_Exercise brief_
Every line of the material that includes the word "labels" is to be shown.

BEGIN Data listing

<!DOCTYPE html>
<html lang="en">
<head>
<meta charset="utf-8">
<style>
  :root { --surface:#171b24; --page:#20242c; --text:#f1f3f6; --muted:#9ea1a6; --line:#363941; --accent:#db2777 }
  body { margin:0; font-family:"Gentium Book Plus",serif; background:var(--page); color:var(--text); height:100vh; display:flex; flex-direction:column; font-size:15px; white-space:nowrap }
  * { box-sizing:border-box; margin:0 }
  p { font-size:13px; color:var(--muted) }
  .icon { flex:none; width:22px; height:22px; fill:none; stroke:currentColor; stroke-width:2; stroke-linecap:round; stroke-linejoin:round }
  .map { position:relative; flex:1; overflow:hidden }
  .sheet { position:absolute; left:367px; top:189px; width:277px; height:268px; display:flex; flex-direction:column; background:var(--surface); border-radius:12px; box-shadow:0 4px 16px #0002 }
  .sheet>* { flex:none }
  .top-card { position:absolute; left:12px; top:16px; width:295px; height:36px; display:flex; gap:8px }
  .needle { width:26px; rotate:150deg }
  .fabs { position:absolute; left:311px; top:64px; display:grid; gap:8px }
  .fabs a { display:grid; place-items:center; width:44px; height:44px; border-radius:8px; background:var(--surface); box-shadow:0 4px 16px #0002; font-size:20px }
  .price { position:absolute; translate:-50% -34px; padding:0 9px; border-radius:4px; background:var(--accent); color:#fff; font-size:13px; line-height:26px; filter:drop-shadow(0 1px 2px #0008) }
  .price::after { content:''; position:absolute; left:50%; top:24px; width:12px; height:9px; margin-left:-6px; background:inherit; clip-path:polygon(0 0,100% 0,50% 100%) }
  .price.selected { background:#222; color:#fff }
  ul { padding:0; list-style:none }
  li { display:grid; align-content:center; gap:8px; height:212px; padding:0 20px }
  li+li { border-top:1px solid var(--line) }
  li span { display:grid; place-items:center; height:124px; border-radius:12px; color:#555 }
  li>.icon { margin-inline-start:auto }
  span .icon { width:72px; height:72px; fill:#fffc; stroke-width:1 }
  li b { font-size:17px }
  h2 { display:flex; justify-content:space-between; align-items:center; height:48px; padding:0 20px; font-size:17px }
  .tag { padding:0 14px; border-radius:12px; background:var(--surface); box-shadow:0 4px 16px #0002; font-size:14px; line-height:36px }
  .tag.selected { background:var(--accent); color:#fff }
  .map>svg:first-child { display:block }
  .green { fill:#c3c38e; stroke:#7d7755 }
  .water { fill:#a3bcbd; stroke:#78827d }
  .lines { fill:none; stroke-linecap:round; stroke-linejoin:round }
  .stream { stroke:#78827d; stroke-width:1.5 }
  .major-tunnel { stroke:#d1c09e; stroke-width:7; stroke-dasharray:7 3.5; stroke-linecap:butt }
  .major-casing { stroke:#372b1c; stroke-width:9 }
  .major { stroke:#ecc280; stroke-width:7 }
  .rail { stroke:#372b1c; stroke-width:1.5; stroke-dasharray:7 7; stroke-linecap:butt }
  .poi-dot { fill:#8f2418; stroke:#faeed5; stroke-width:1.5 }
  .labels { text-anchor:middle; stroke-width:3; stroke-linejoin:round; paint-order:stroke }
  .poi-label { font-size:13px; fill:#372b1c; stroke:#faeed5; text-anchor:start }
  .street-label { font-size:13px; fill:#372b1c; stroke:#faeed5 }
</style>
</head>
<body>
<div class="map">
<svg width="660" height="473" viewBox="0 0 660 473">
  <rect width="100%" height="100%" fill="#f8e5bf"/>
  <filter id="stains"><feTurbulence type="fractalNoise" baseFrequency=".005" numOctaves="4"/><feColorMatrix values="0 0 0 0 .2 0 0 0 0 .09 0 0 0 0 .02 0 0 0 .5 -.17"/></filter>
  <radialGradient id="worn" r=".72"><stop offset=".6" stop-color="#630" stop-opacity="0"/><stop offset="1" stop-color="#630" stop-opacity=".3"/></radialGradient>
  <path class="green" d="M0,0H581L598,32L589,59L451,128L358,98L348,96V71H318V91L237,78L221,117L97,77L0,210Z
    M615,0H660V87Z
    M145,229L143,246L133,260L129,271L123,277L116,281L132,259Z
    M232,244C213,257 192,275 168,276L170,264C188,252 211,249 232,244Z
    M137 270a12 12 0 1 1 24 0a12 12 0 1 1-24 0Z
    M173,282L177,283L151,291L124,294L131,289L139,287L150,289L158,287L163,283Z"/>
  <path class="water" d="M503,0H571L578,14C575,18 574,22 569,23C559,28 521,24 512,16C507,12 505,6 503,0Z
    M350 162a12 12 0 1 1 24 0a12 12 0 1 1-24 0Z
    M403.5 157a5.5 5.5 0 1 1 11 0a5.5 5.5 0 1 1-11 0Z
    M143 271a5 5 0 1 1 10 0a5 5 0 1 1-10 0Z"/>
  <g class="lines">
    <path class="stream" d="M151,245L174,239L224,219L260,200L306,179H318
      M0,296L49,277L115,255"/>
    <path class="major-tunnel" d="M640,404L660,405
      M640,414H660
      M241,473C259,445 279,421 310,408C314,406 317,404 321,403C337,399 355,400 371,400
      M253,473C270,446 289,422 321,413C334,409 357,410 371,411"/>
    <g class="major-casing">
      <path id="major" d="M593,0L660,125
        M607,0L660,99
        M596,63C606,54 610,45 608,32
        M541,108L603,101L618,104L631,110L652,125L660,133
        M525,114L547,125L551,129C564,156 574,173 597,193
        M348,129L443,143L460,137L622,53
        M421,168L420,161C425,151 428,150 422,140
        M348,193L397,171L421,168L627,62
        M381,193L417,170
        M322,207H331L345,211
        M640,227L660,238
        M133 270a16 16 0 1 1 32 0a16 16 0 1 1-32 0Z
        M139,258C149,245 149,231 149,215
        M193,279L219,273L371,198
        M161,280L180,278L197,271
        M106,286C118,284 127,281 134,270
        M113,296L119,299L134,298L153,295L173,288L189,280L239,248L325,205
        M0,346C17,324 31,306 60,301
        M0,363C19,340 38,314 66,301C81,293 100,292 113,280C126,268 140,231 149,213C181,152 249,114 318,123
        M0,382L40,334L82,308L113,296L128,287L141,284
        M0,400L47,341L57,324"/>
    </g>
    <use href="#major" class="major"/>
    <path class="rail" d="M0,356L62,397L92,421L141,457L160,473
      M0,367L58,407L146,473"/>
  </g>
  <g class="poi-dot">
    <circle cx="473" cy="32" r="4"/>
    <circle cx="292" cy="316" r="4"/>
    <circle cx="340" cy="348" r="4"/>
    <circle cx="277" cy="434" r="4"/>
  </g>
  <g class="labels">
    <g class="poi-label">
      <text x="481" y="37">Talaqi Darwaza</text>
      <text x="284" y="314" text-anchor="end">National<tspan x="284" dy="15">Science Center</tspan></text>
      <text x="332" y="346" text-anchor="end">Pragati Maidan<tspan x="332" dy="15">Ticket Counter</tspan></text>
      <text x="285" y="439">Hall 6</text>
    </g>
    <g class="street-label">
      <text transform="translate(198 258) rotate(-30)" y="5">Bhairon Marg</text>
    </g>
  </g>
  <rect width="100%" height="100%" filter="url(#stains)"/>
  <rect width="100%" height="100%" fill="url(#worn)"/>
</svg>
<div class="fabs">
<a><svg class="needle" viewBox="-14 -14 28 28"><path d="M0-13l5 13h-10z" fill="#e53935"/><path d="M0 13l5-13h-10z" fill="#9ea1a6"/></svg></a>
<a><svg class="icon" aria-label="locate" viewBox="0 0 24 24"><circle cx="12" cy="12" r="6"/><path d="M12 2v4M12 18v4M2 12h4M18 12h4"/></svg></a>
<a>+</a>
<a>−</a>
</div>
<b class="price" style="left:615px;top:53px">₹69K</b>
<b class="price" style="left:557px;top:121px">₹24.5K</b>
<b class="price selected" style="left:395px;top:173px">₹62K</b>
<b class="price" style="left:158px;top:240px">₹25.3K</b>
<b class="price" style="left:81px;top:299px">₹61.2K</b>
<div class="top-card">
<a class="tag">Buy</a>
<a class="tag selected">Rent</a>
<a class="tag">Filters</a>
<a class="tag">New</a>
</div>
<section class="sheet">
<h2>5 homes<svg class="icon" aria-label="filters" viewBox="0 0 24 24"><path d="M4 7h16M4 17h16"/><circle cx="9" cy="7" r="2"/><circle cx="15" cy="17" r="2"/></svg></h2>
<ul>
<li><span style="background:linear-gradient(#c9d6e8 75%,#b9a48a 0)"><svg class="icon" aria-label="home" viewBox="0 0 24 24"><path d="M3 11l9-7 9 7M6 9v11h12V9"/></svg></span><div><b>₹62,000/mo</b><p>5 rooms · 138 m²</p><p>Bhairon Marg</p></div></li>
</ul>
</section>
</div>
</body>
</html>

END Data listing

_Answer to the problem_
  .labels { text-anchor:middle; stroke-width:3; stroke-linejoin:round; paint-order:stroke }
  <g class="labels">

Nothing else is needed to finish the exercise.